Exercise: Your response must be the entire set of entries, reproduced word for word.

+++ Task material +++

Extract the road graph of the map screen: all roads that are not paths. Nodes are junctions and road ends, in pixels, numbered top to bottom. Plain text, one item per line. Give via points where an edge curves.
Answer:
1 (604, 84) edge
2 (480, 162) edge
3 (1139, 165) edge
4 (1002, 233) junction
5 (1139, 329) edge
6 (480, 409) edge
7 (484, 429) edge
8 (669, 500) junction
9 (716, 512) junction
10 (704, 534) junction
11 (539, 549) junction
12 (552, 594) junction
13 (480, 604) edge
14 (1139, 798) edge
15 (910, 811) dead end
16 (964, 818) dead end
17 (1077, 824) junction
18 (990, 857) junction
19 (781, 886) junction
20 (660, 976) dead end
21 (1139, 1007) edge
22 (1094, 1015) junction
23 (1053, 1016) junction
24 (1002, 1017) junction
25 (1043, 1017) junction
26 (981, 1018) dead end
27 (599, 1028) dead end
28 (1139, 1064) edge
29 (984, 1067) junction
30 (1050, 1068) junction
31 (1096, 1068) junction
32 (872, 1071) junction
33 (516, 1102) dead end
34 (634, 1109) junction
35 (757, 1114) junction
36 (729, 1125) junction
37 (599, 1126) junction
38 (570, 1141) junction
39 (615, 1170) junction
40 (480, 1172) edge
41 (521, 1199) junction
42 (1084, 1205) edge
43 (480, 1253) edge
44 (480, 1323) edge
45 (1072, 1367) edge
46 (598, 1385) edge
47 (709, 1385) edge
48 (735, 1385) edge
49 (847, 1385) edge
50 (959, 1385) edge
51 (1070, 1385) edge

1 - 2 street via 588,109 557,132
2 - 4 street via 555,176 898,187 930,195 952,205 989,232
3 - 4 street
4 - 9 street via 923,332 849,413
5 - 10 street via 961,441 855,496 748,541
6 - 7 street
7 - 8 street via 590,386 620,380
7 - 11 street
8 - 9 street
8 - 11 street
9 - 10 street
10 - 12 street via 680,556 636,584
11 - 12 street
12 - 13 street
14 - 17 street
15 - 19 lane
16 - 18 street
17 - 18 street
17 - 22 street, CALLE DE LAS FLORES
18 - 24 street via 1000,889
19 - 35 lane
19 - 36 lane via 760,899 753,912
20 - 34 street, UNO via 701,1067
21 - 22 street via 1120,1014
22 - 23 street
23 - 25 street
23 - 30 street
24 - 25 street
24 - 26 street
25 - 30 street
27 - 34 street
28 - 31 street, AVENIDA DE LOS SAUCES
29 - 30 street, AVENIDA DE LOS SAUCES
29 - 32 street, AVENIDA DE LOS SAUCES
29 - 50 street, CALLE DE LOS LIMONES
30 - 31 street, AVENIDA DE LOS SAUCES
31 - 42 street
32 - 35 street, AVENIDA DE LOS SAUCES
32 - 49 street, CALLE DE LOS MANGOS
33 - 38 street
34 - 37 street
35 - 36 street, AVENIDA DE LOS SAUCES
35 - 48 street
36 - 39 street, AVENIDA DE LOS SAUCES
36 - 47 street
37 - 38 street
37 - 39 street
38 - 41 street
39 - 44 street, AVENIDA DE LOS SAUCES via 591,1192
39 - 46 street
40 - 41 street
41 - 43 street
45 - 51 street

+++

Written answer:
Extract the road graph of the map screen: all roads that are not paths. Nodes are junctions and road ends, in pixels, numbered top to bottom. Plain text, one item per line. Give via points where an edge curves.
Answer:
1 (604, 84) edge
2 (480, 162) edge
3 (1139, 165) edge
4 (1002, 233) junction
5 (1139, 329) edge
6 (480, 409) edge
7 (484, 429) edge
8 (669, 500) junction
9 (716, 512) junction
10 (704, 534) junction
11 (539, 549) junction
12 (552, 594) junction
13 (480, 604) edge
14 (1139, 798) edge
15 (910, 811) dead end
16 (964, 818) dead end
17 (1077, 824) junction
18 (990, 857) junction
19 (781, 886) junction
20 (660, 976) dead end
21 (1139, 1007) edge
22 (1094, 1015) junction
23 (1053, 1016) junction
24 (1002, 1017) junction
25 (1043, 1017) junction
26 (981, 1018) dead end
27 (599, 1028) dead end
28 (1139, 1064) edge
29 (984, 1067) junction
30 (1050, 1068) junction
31 (1096, 1068) junction
32 (872, 1071) junction
33 (516, 1102) dead end
34 (634, 1109) junction
35 (757, 1114) junction
36 (729, 1125) junction
37 (599, 1126) junction
38 (570, 1141) junction
39 (615, 1170) junction
40 (480, 1172) edge
41 (521, 1199) junction
42 (1084, 1205) edge
43 (480, 1253) edge
44 (480, 1323) edge
45 (1072, 1367) edge
46 (598, 1385) edge
47 (709, 1385) edge
48 (735, 1385) edge
49 (847, 1385) edge
50 (959, 1385) edge
51 (1070, 1385) edge

1 - 2 street via 588,109 557,132
2 - 4 street via 555,176 898,187 930,195 952,205 989,232
3 - 4 street
4 - 9 street via 923,332 849,413
5 - 10 street via 961,441 855,496 748,541
6 - 7 street
7 - 8 street via 590,386 620,380
7 - 11 street
8 - 9 street
8 - 11 street
9 - 10 street
10 - 12 street via 680,556 636,584
11 - 12 street
12 - 13 street
14 - 17 street
15 - 19 lane
16 - 18 street
17 - 18 street
17 - 22 street, CALLE DE LAS FLORES
18 - 24 street via 1000,889
19 - 35 lane
19 - 36 lane via 760,899 753,912
20 - 34 street, UNO via 701,1067
21 - 22 street via 1120,1014
22 - 23 street
23 - 25 street
23 - 30 street
24 - 25 street
24 - 26 street
25 - 30 street
27 - 34 street
28 - 31 street, AVENIDA DE LOS SAUCES
29 - 30 street, AVENIDA DE LOS SAUCES
29 - 32 street, AVENIDA DE LOS SAUCES
29 - 50 street, CALLE DE LOS LIMONES
30 - 31 street, AVENIDA DE LOS SAUCES
31 - 42 street
32 - 35 street, AVENIDA DE LOS SAUCES
32 - 49 street, CALLE DE LOS MANGOS
33 - 38 street
34 - 37 street
35 - 36 street, AVENIDA DE LOS SAUCES
35 - 48 street
36 - 39 street, AVENIDA DE LOS SAUCES
36 - 47 street
37 - 38 street
37 - 39 street
38 - 41 street
39 - 44 street, AVENIDA DE LOS SAUCES via 591,1192
39 - 46 street
40 - 41 street
41 - 43 street
45 - 51 street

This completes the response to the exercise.